- **Required work**:
I would like the records restated word for word, without the pictures.

- **Extracted records**:
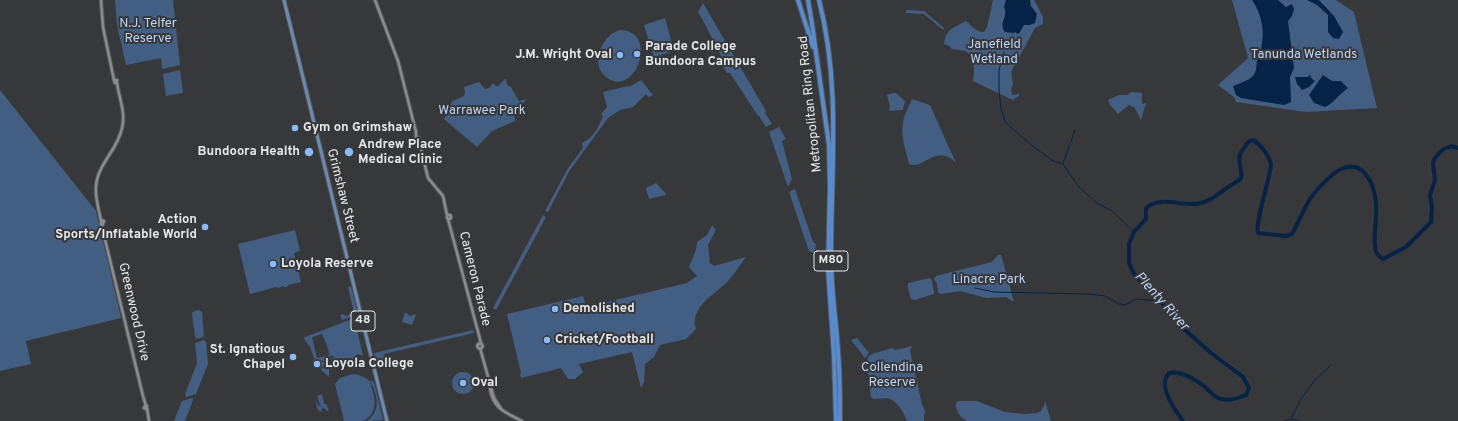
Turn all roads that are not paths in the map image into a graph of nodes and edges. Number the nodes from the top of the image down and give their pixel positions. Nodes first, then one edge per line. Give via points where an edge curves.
1 (101, 0) edge
2 (284, 0) edge
3 (375, 0) edge
4 (798, 0) edge
5 (808, 0) edge
6 (819, 0) edge
7 (817, 60) junction
8 (148, 420) edge
9 (387, 421) edge
10 (522, 421) edge
11 (838, 421) edge

1 - 8 street, Greenwood Drive via 103,27 123,113 123,127 101,169 96,193
2 - 9 main road, Grimshaw Street / 48
3 - 10 street, Cameron Parade via 398,61 428,178 442,194 478,337 483,345 481,348 493,401 496,406
4 - 7 highway
5 - 7 highway, Metropolitan Ring Road / M80
6 - 11 highway, Metropolitan Ring Road / M80 via 830,50 832,81 832,279 839,360
7 - 11 highway, Metropolitan Ring Road / M80 via 829,151 828,277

- **Output for this exercise**:
Turn all roads that are not paths in the map image into a graph of nodes and edges. Number the nodes from the top of the image down and give their pixel positions. Nodes first, then one edge per line. Give via points where an edge curves.
1 (101, 0) edge
2 (284, 0) edge
3 (375, 0) edge
4 (798, 0) edge
5 (808, 0) edge
6 (819, 0) edge
7 (817, 60) junction
8 (148, 420) edge
9 (387, 421) edge
10 (522, 421) edge
11 (838, 421) edge

1 - 8 street, Greenwood Drive via 103,27 123,113 123,127 101,169 96,193
2 - 9 main road, Grimshaw Street / 48
3 - 10 street, Cameron Parade via 398,61 428,178 442,194 478,337 483,345 481,348 493,401 496,406
4 - 7 highway
5 - 7 highway, Metropolitan Ring Road / M80
6 - 11 highway, Metropolitan Ring Road / M80 via 830,50 832,81 832,279 839,360
7 - 11 highway, Metropolitan Ring Road / M80 via 829,151 828,277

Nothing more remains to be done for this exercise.